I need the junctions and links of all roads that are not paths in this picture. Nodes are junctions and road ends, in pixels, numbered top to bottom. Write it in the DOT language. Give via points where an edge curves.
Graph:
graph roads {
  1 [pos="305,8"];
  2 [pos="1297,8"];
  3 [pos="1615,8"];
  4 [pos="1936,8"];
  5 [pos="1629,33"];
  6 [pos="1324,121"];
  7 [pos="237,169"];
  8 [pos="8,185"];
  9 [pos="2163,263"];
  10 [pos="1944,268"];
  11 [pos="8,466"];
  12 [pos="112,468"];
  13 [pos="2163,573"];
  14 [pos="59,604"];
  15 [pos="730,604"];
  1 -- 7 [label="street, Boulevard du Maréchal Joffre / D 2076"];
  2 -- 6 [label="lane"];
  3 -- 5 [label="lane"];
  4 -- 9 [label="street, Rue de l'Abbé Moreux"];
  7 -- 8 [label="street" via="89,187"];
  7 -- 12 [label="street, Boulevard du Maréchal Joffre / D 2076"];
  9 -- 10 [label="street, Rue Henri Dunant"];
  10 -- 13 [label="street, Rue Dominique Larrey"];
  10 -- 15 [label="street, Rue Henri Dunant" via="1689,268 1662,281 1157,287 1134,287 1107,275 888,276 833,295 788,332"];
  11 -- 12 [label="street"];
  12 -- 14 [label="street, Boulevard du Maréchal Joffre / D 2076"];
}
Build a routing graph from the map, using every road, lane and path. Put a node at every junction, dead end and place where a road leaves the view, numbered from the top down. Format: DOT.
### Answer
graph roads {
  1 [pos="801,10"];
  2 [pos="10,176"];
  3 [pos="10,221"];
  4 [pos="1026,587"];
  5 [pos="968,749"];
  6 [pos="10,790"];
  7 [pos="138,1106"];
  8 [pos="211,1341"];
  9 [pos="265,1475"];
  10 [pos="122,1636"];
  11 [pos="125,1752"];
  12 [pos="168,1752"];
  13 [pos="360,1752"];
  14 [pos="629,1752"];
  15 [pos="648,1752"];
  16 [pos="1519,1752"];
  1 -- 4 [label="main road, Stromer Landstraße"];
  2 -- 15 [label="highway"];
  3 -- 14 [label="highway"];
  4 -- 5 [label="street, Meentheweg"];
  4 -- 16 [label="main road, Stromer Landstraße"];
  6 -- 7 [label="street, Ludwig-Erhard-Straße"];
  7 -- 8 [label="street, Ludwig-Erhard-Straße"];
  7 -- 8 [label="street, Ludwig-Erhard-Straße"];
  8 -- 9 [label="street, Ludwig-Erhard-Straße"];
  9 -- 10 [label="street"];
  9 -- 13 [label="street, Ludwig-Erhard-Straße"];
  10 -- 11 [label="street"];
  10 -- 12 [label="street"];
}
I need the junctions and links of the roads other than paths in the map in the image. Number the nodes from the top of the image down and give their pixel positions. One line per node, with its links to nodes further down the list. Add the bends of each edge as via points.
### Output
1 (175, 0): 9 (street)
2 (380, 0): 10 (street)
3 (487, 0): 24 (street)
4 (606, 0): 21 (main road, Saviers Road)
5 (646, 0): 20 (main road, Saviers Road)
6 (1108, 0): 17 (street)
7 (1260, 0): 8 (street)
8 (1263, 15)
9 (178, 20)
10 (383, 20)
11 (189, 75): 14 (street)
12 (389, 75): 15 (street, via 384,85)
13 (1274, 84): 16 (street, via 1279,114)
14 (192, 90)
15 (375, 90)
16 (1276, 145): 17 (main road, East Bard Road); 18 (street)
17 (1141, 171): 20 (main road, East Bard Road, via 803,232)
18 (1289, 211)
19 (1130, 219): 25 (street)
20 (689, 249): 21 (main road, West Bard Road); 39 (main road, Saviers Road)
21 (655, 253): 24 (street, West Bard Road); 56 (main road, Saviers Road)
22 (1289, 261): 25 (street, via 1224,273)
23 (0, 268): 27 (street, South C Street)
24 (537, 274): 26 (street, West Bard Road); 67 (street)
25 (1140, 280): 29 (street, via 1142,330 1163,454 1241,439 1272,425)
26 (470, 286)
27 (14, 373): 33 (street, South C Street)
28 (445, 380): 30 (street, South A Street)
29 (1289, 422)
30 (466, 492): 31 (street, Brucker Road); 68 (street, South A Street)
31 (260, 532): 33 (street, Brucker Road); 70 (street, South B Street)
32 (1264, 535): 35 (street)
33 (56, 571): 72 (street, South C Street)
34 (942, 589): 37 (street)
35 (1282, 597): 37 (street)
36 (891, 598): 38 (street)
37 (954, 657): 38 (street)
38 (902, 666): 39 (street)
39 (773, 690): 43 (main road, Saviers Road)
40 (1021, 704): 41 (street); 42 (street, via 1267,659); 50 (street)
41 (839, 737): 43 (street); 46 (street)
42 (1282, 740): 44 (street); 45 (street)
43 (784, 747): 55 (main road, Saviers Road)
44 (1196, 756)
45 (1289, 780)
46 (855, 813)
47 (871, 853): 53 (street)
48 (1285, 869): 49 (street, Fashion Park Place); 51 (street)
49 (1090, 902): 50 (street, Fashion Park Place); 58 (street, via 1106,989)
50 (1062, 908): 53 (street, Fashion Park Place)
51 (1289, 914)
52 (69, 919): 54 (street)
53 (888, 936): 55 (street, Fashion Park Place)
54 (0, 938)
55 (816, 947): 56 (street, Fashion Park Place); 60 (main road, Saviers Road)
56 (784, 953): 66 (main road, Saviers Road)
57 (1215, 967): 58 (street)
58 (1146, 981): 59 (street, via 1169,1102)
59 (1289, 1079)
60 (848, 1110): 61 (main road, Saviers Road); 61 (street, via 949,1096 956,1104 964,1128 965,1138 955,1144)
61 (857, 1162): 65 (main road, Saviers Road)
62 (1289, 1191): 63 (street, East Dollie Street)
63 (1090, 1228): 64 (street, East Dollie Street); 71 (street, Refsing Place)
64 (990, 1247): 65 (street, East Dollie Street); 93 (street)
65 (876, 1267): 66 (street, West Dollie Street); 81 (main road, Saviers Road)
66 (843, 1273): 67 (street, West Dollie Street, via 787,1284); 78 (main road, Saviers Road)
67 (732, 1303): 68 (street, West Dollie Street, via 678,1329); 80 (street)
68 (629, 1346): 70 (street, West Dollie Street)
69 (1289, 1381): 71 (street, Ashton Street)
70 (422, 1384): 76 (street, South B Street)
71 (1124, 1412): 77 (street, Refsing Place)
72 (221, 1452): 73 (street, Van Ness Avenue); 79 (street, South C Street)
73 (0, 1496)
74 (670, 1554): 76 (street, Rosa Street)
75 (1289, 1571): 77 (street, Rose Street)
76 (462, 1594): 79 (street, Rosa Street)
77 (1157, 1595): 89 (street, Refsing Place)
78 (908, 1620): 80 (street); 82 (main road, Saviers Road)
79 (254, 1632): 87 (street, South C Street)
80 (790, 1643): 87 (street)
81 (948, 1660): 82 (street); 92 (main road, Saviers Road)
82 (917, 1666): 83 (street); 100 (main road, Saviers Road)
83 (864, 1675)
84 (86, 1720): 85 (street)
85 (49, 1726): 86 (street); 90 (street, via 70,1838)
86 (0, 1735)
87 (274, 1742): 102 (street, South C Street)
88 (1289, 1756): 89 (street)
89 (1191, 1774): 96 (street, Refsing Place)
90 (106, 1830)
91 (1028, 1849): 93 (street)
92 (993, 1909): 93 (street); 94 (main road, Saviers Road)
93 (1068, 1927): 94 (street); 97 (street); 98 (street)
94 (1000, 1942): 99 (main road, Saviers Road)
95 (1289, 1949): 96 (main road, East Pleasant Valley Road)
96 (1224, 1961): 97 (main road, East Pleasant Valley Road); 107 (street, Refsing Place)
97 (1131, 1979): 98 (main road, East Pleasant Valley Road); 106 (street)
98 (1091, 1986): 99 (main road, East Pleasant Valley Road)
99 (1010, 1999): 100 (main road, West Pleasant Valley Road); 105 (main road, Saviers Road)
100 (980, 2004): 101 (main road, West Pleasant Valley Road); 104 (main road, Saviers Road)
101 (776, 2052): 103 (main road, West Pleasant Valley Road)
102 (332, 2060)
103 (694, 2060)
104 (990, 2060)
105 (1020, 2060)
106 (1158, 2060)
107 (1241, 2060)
-- -- --
# WHAT IS REQUIRED:
Work through the entries, filtering for the string "lane", and copy each line that holds it.

# RESULT OF THIS EXERCISE:
  2 -- 6 [label="lane"];
  3 -- 5 [label="lane"];
Build a routing graph from the map, using every road, lane and path. Put a node at every junction, dead end and place where a road leaves the view, numbered from the top down. Format: DOT.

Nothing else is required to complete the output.